Consulter aussi dans le dictionnaire : accent
Signe diacritique placé sur une voyelle pour noter soit un fait phonétique, soit un fait grammatical.
Mise en relief d'une syllabe au sein de l'unité accentuelle.

En français, les trois accents (aigu [é], grave [è] et circonflexe [ê]) servent généralement à noter la prononciation ouverte ou fermée de certaines voyelles (été / mère / être ; patte / pâte), à distinguer des homonymes (à / a ; du / dû) ou à rappeler une particularité étymologique (comme dans bête ou dans âne, où l'accent circonflexe est la trace d'un s ancien).

On peut répartir les langues en deux catégories : les langues à accent fixe et les langues à accent libre. Dans les premières (français, tchèque, polonais, finnois, islandais), la place de l'accent est prévisible : en français, par exemple, l'accent frappe toujours la dernière syllabe du mot, en tchèque toujours la première.
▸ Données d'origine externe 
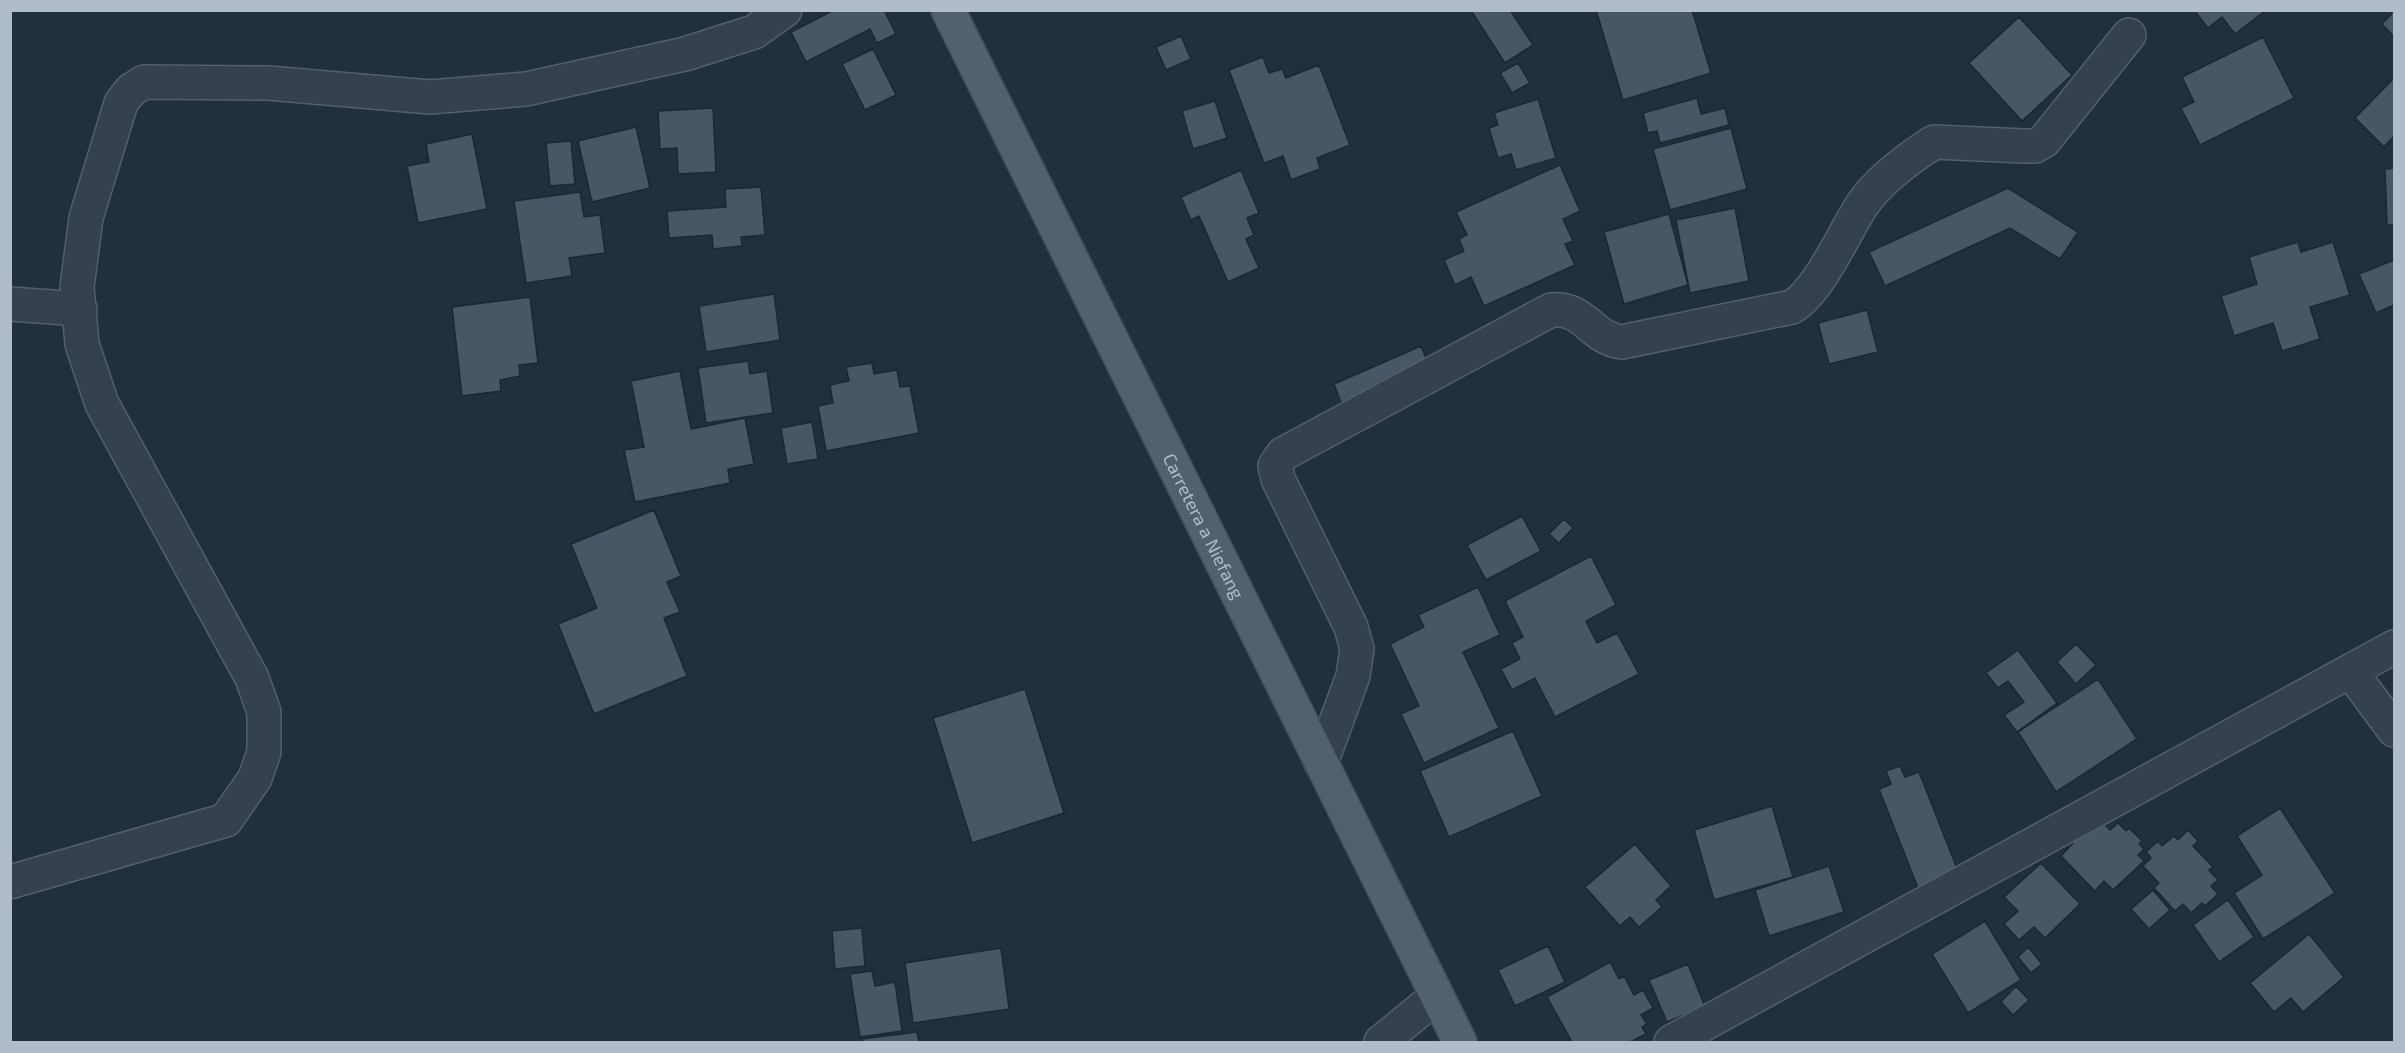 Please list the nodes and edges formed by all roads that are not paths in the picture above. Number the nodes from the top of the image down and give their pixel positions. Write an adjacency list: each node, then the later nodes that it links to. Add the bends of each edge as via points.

Dans les langues à accent libre (anglais, allemand, italien, russe, espagnol), la place de l'accent est déterminée par des facteurs morphologiques et sémantiques et a une fonction distinctive : la place de l'accent permet de distinguer de nombreux mots quasi homonymes. Ainsi, en anglais, 'import « importation » et im'port « importer » ; en italien, 'canto « je chante » et can'to « il chanta » ; en russe, 'mouka « tourment » et mou'ka « farine ».